Лена медленно поднялась, очень аккуратно положив крышку парты.
– Я знаю урок и могу ответить.
– Посмотрели бы мы, что ты знаешь. Только есть задолженники посильнее тебя. А четверть кончается. Сядь, Гумилева.
«Я и вовсе не задолженница, – подумала Лена, с трудом удержавшись, чтобы не передернуть плечами вновь. – У меня пятерка по контрольной работе».
Класс тревожно замер – перо вновь зависло над журналом.
Лена между тем, лизнув огрызок химического карандаша, принялась выводить на обороте Митиной записки.
«Обижаешь биссектрису?!Ох, не там ты ищешь крысу!Чтит Евклида биссектриса.Крыса в школе – директриса!»Повернулась назад не таясь – глаза Розалии слишком заняты выбором жертвы. Но Митя, прочтя записку, не развеселился, а глянул на Лену довольно хмуро. Затем принялся бумажку демонстративно рвать: пополам, на четвертушки, ну и далее. Все ясно: опять скажет на перемене, что Лена «дразнит гусей» и «что было бы, перехвати Розалиха». Вечно он большого из себя строит, а старше-то на два месяца.
Лена, впрочем, не обиделась: Митина строгость была, скорее, уютна, как уютно всякое проявление сердитой мужской заботы. Знала она также, что в случае чего Митя сказал бы, что директрису приплел он.
Нельзя сказать, что класс строго делился на детей в красных галстуках и детей, что приходили без них. Дружила же Лена с Люсей, хотя, похоже, начавшаяся в младших классах дружба в последние месяцы пошла мелкими трещинками. Как фарфор, в который еще можно наливать чай, но каждый раз понимаешь – чашка вот-вот треснет совсем – и тогда тебя ошпарит.

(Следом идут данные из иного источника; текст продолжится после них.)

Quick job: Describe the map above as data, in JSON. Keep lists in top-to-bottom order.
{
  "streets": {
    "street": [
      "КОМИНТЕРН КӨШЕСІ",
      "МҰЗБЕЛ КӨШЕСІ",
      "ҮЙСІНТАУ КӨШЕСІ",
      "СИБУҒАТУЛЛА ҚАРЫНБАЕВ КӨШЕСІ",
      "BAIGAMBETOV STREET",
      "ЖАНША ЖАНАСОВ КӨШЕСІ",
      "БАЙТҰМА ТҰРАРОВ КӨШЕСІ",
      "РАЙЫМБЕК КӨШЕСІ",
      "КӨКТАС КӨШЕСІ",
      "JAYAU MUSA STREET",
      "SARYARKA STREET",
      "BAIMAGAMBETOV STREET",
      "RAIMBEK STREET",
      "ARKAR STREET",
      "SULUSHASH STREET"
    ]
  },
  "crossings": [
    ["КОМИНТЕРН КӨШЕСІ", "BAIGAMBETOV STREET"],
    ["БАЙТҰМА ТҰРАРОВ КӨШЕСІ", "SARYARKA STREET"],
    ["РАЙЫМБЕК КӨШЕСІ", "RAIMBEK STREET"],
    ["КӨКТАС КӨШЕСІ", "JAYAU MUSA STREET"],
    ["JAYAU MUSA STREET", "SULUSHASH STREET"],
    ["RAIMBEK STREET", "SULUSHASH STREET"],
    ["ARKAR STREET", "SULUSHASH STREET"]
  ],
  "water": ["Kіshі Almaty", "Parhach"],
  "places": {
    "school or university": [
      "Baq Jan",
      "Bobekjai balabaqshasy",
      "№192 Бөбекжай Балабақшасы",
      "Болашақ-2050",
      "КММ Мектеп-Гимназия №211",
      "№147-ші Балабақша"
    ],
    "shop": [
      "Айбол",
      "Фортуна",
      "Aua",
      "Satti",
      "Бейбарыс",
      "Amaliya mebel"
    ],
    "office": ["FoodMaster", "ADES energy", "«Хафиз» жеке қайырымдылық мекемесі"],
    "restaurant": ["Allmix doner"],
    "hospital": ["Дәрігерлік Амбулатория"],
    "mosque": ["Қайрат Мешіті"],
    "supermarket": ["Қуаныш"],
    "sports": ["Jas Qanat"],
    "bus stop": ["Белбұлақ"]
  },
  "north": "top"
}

Но некую тайную поддержку в друг в друге дети «лишенцы» все же ощущали, скорее бессознательно.
Митя в классе был на виду и нравился всем девочкам, Лене в их числе. Хотя и не сказать, что красивый мальчик. Портили его гадкие очки в тяжелой роговой оправе. Да и светлые волосы были какого-то серого оттенка, прямые, не очень успешно ложившиеся на косой пробор. А вот играть все хотели с Митей, дружить с Митей, озорничать тем более. Незаметное его покровительство частенько сглаживало отношения иногда вспыльчивой, иногда надменной, иногда язвительной Лены с остальным классом.
– Вот Ключенко и пойдет к доске! – в голосе Розалии Ефимовны прозвучало торжествующее ехидство. – Ты, конечно, хорошо подготовился, Витя. Мы с ребятами совершенно в этом уверены. Поделись своими прекрасными познаниями. Давай-давай, поживей, плетёшься, как старый дедушка!
Двоечнику Ключенку, неуклюжему и рыхловатому мальчику, похоже, светили несколько минут издевательств. Впрочем, особого сочувствия он не вызывал даже у самого себя. Насмешки обычно летели мимо его ушей, какие почему-то принято сравнивать с лопухами, а из глаз не исчезало отсутствующе-сонное выражение.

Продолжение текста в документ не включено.